Decoupling electrode kinetics to elucidate reaction mechanisms in alkaline water electrolysis

Abstract

Alkaline water electrolysis (AWE) presents key advantages, including reduced material costs, enhanced operational stability, and compatibility with non-precious metal catalysts, positioning it as a scalable route for hydrogen production. In this study, we introduce a minimally invasive single-cell configuration incorporating a reference electrode via diaphragm extension to form an internal ion channel. This setup, combined with an interfaced potentiostat and auxiliary electrometer, enables real-time, independent monitoring of anode and cathode behavior, offering high-resolution electrochemical diagnostics.
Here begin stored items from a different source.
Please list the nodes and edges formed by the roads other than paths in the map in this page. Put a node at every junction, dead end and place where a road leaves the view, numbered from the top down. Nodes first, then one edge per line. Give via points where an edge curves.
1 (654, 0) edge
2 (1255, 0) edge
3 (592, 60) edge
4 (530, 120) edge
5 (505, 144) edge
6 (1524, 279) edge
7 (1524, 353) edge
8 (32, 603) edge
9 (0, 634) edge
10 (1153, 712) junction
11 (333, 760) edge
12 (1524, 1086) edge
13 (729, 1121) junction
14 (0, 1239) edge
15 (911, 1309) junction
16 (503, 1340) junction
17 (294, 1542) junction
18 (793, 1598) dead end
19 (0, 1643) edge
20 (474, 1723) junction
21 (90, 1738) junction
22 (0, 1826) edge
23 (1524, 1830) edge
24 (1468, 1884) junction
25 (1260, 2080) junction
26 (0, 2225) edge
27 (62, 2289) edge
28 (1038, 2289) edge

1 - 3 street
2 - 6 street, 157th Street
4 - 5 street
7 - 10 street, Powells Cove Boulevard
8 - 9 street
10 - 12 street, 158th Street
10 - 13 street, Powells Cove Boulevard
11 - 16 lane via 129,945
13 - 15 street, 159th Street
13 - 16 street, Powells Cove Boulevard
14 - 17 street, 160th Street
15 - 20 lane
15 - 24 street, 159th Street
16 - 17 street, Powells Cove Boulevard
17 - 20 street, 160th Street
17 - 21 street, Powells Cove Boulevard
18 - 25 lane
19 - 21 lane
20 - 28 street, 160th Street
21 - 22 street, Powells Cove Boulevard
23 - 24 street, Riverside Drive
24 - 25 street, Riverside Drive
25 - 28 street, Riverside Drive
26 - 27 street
While it is well established that the hydrogen evolution reaction (HER) exhibits sluggish kinetics in alkaline media, our study reveals that this limitation persists even in practical AWE systems where nickel-based substrates are used as electrodes. This observation is supported by both experimental data and voltage breakdown modeling. Arrhenius-type analysis reveals that localized electric fields induced by catalysts shift the reaction kinetics from classical Butler-Volmer behavior toward a Marcus-like regime, where interfacial molecular dynamics and bimolecular charge transfer dominate. We propose a semi-empirical model and a surficial reaction mechanism to describe these dynamics. This work underscores the critical need for cathode innovation and provides a rational framework for designing advanced catalysts and electrode architectures to optimize AWE performance.